** Opening Recorded information block **
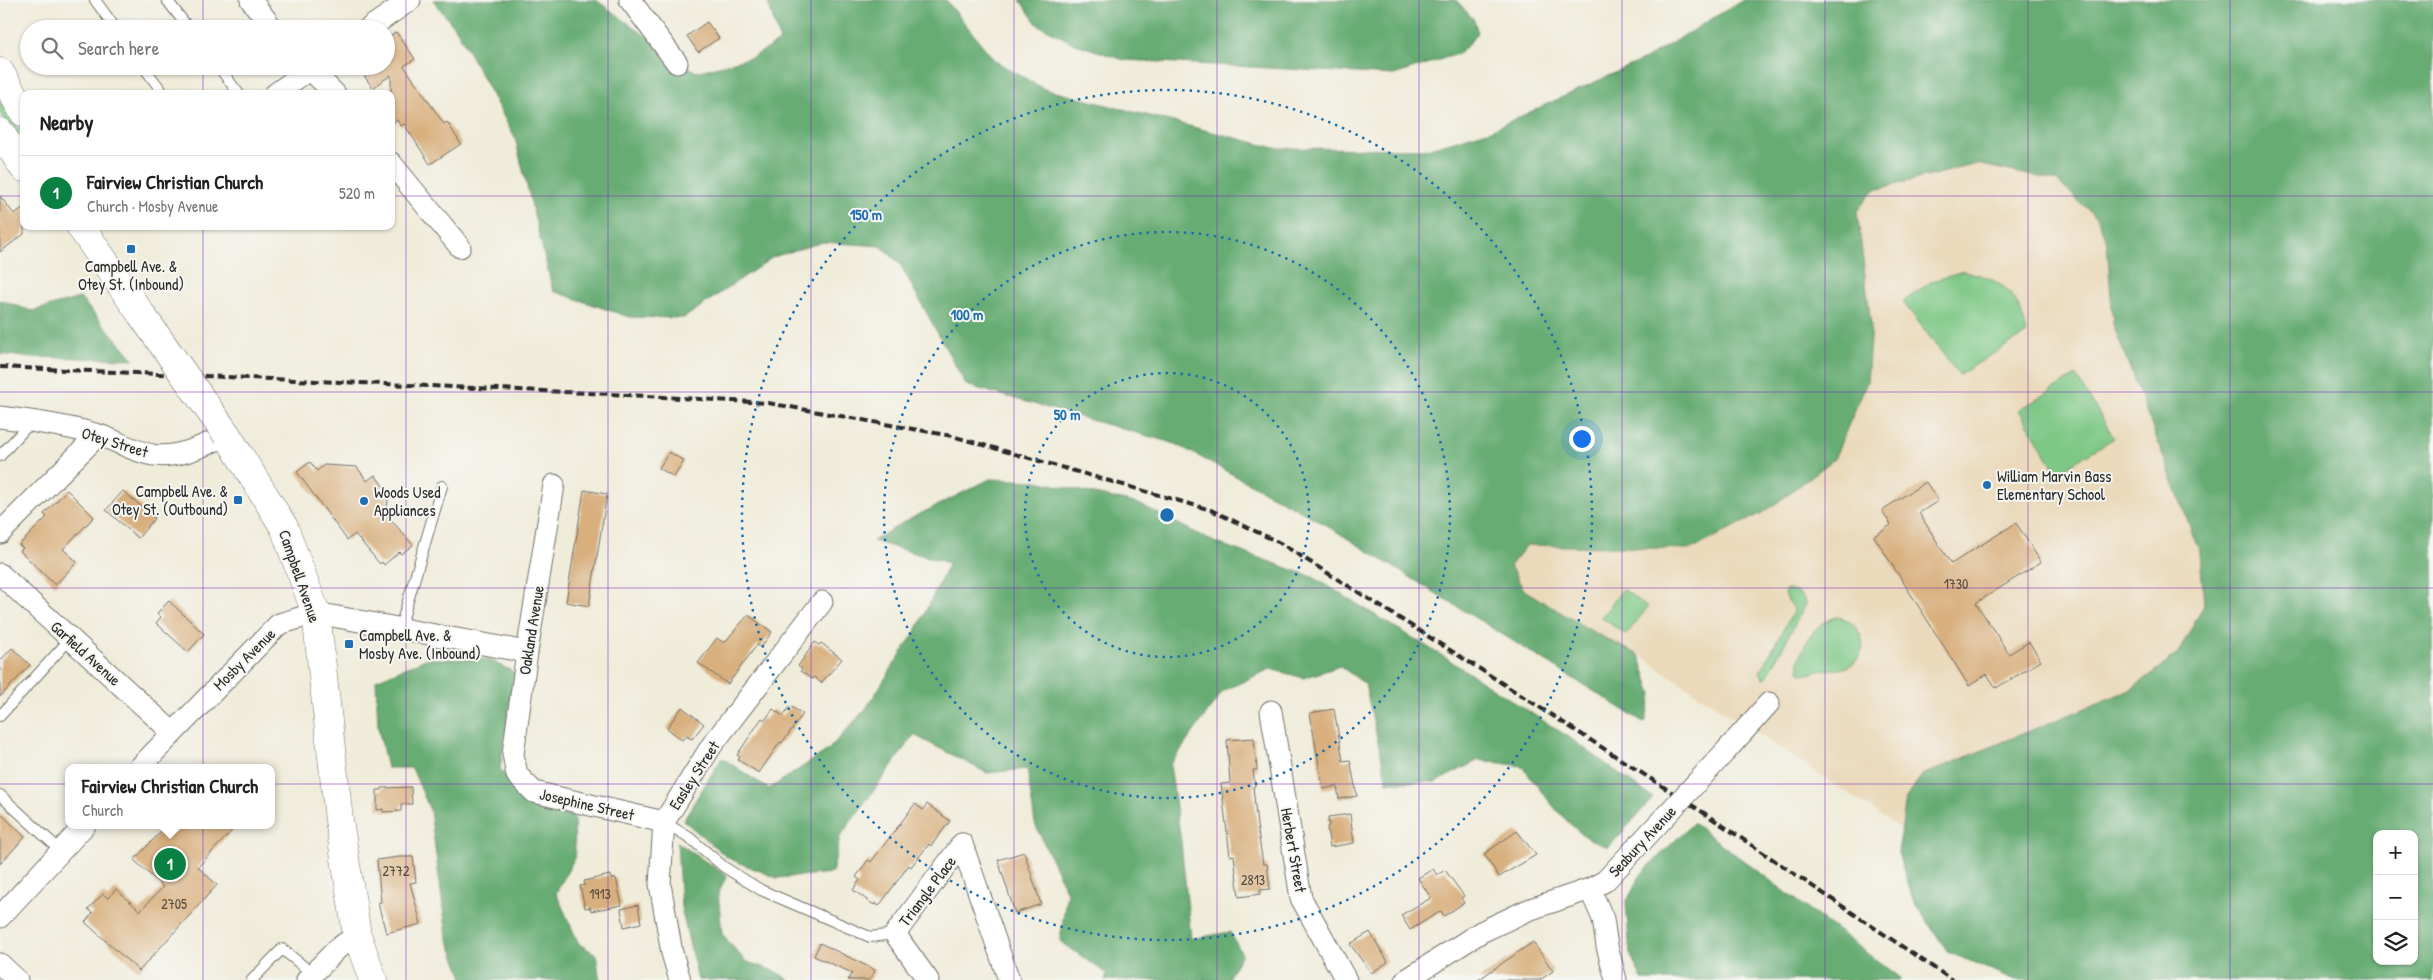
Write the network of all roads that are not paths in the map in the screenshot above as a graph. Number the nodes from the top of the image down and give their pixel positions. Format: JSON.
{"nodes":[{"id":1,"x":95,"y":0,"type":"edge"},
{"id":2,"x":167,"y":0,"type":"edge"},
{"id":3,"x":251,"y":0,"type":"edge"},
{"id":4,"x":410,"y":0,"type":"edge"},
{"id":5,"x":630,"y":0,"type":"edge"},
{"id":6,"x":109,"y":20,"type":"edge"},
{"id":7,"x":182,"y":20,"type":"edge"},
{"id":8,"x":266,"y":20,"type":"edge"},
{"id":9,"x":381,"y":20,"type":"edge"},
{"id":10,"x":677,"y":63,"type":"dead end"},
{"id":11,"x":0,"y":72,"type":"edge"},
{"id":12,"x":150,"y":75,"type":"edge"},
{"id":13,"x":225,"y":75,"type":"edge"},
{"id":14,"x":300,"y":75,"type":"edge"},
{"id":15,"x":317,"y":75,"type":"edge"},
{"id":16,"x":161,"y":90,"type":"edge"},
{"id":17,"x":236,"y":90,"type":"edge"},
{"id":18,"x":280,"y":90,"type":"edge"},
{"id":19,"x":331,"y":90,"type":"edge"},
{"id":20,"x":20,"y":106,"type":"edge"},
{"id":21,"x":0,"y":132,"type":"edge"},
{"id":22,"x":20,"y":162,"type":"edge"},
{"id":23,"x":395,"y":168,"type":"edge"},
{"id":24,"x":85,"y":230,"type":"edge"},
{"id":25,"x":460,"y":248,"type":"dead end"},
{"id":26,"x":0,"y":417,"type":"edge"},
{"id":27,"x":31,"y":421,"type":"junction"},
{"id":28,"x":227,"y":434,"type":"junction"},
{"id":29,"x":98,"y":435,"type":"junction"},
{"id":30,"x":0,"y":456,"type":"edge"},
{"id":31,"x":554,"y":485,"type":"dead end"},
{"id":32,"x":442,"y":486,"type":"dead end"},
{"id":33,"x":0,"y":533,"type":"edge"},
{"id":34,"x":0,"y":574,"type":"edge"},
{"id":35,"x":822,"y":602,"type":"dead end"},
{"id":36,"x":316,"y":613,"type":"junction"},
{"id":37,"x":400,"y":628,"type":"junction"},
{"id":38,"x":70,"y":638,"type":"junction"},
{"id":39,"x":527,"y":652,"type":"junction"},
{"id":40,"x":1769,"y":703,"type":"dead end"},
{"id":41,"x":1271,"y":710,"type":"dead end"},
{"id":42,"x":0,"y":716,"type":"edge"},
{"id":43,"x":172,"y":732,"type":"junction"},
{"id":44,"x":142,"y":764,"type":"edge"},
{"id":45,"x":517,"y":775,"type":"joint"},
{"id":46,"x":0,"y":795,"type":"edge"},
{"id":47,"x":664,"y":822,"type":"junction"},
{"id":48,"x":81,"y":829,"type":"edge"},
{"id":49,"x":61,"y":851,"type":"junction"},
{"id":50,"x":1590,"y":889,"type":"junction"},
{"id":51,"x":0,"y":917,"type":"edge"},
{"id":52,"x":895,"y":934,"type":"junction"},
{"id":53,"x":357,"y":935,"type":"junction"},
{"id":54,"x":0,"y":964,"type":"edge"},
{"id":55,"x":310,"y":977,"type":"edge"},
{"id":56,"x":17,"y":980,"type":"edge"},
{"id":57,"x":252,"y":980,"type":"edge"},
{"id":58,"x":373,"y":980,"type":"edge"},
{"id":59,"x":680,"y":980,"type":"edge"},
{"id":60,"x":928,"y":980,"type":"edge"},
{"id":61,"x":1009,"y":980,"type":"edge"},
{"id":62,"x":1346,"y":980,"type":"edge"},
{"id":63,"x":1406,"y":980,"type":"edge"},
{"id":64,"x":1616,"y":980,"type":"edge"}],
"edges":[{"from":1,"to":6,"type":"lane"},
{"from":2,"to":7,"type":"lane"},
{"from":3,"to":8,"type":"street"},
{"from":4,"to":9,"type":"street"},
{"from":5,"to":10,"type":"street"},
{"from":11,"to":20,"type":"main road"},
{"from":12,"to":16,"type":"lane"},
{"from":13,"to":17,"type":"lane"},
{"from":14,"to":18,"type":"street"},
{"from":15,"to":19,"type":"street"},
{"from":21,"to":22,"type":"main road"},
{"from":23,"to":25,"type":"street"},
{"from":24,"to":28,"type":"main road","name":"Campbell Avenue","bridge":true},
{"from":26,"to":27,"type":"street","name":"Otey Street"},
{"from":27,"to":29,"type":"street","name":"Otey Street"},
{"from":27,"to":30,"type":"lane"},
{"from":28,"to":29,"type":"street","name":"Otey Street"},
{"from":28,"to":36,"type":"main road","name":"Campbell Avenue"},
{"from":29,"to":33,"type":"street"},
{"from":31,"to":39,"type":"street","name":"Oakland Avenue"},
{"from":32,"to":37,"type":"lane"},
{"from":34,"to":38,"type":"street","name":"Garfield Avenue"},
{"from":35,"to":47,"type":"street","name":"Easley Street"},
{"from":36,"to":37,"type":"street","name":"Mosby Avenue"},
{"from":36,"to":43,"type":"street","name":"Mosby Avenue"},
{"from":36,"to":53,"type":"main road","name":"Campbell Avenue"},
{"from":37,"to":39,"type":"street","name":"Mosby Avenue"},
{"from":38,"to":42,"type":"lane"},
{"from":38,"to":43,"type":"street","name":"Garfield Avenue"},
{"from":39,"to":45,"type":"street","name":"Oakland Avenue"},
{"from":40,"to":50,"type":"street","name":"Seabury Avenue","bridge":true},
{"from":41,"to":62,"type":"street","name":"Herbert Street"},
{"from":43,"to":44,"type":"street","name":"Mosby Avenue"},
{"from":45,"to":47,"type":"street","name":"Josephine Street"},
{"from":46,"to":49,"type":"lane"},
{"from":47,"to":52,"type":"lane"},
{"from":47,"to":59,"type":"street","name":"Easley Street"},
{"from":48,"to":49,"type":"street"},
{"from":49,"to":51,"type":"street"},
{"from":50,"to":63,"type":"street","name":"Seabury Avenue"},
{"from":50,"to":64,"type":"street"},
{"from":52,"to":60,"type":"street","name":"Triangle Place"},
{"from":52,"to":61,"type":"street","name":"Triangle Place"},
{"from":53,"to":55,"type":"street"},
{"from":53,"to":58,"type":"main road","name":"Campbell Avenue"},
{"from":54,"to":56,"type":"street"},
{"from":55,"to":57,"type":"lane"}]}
** Closing Recorded information block **
Among the lines of the records, copy out each one that contains the word "Oakland".

{"from":31,"to":39,"type":"street","name":"Oakland Avenue"},
{"from":39,"to":45,"type":"street","name":"Oakland Avenue"},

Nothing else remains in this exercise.